#### [Activity]
Rewrite the full material exactly; no line may be skipped.
(Records supplied Opens)
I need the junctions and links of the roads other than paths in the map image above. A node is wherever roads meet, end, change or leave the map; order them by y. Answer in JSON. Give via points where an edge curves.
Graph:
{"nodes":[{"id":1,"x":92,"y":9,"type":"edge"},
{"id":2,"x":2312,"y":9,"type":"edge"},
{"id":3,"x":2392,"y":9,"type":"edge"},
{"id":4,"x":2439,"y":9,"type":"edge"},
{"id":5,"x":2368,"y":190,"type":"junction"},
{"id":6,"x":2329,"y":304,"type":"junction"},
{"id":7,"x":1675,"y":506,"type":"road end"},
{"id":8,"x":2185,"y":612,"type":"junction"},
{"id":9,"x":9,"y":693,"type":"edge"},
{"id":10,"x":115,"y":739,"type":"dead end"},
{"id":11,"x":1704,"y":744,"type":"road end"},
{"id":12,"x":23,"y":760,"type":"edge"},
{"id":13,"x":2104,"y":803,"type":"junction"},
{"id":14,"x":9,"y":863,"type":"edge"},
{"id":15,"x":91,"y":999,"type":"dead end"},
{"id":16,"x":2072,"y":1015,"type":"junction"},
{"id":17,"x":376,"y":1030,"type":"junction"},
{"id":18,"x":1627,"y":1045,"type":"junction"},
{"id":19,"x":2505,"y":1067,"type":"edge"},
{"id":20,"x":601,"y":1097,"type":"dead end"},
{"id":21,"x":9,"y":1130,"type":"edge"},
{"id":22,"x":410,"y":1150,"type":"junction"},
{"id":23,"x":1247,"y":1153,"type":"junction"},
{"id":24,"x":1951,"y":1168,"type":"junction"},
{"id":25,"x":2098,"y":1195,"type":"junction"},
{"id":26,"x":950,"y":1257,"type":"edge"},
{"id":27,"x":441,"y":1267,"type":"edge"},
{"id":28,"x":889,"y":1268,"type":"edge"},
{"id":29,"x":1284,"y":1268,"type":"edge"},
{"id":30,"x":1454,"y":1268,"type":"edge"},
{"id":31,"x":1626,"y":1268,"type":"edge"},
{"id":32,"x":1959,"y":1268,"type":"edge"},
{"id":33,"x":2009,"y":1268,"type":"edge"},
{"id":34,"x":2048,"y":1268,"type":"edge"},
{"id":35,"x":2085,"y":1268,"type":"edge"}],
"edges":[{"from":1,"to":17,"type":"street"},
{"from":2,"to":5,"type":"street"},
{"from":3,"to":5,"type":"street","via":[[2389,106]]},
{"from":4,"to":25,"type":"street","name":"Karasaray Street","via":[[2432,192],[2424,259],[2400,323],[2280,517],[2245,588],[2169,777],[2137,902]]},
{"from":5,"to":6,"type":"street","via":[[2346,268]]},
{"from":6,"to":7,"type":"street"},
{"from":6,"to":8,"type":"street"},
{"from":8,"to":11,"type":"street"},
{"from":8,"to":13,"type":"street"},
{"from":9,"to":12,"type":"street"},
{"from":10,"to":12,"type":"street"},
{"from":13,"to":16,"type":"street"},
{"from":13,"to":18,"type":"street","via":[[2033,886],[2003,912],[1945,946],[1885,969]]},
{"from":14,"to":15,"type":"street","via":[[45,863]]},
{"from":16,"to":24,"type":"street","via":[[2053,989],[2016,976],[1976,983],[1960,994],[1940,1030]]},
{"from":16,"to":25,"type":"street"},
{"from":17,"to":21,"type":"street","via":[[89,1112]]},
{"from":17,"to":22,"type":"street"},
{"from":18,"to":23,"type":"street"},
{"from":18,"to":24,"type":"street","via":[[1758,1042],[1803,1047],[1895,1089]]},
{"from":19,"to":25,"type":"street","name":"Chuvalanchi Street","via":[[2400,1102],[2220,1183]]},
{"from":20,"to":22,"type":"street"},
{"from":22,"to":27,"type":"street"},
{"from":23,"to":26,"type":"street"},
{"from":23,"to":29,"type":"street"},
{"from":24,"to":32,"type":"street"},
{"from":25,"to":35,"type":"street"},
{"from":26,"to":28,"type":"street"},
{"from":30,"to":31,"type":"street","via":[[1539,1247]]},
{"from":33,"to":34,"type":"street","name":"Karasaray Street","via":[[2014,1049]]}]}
(Records supplied Closes)
#### [Written solution]
I need the junctions and links of the roads other than paths in the map image above. A node is wherever roads meet, end, change or leave the map; order them by y. Answer in JSON. Give via points where an edge curves.
Graph:
{"nodes":[{"id":1,"x":92,"y":9,"type":"edge"},
{"id":2,"x":2312,"y":9,"type":"edge"},
{"id":3,"x":2392,"y":9,"type":"edge"},
{"id":4,"x":2439,"y":9,"type":"edge"},
{"id":5,"x":2368,"y":190,"type":"junction"},
{"id":6,"x":2329,"y":304,"type":"junction"},
{"id":7,"x":1675,"y":506,"type":"road end"},
{"id":8,"x":2185,"y":612,"type":"junction"},
{"id":9,"x":9,"y":693,"type":"edge"},
{"id":10,"x":115,"y":739,"type":"dead end"},
{"id":11,"x":1704,"y":744,"type":"road end"},
{"id":12,"x":23,"y":760,"type":"edge"},
{"id":13,"x":2104,"y":803,"type":"junction"},
{"id":14,"x":9,"y":863,"type":"edge"},
{"id":15,"x":91,"y":999,"type":"dead end"},
{"id":16,"x":2072,"y":1015,"type":"junction"},
{"id":17,"x":376,"y":1030,"type":"junction"},
{"id":18,"x":1627,"y":1045,"type":"junction"},
{"id":19,"x":2505,"y":1067,"type":"edge"},
{"id":20,"x":601,"y":1097,"type":"dead end"},
{"id":21,"x":9,"y":1130,"type":"edge"},
{"id":22,"x":410,"y":1150,"type":"junction"},
{"id":23,"x":1247,"y":1153,"type":"junction"},
{"id":24,"x":1951,"y":1168,"type":"junction"},
{"id":25,"x":2098,"y":1195,"type":"junction"},
{"id":26,"x":950,"y":1257,"type":"edge"},
{"id":27,"x":441,"y":1267,"type":"edge"},
{"id":28,"x":889,"y":1268,"type":"edge"},
{"id":29,"x":1284,"y":1268,"type":"edge"},
{"id":30,"x":1454,"y":1268,"type":"edge"},
{"id":31,"x":1626,"y":1268,"type":"edge"},
{"id":32,"x":1959,"y":1268,"type":"edge"},
{"id":33,"x":2009,"y":1268,"type":"edge"},
{"id":34,"x":2048,"y":1268,"type":"edge"},
{"id":35,"x":2085,"y":1268,"type":"edge"}],
"edges":[{"from":1,"to":17,"type":"street"},
{"from":2,"to":5,"type":"street"},
{"from":3,"to":5,"type":"street","via":[[2389,106]]},
{"from":4,"to":25,"type":"street","name":"Karasaray Street","via":[[2432,192],[2424,259],[2400,323],[2280,517],[2245,588],[2169,777],[2137,902]]},
{"from":5,"to":6,"type":"street","via":[[2346,268]]},
{"from":6,"to":7,"type":"street"},
{"from":6,"to":8,"type":"street"},
{"from":8,"to":11,"type":"street"},
{"from":8,"to":13,"type":"street"},
{"from":9,"to":12,"type":"street"},
{"from":10,"to":12,"type":"street"},
{"from":13,"to":16,"type":"street"},
{"from":13,"to":18,"type":"street","via":[[2033,886],[2003,912],[1945,946],[1885,969]]},
{"from":14,"to":15,"type":"street","via":[[45,863]]},
{"from":16,"to":24,"type":"street","via":[[2053,989],[2016,976],[1976,983],[1960,994],[1940,1030]]},
{"from":16,"to":25,"type":"street"},
{"from":17,"to":21,"type":"street","via":[[89,1112]]},
{"from":17,"to":22,"type":"street"},
{"from":18,"to":23,"type":"street"},
{"from":18,"to":24,"type":"street","via":[[1758,1042],[1803,1047],[1895,1089]]},
{"from":19,"to":25,"type":"street","name":"Chuvalanchi Street","via":[[2400,1102],[2220,1183]]},
{"from":20,"to":22,"type":"street"},
{"from":22,"to":27,"type":"street"},
{"from":23,"to":26,"type":"street"},
{"from":23,"to":29,"type":"street"},
{"from":24,"to":32,"type":"street"},
{"from":25,"to":35,"type":"street"},
{"from":26,"to":28,"type":"street"},
{"from":30,"to":31,"type":"street","via":[[1539,1247]]},
{"from":33,"to":34,"type":"street","name":"Karasaray Street","via":[[2014,1049]]}]}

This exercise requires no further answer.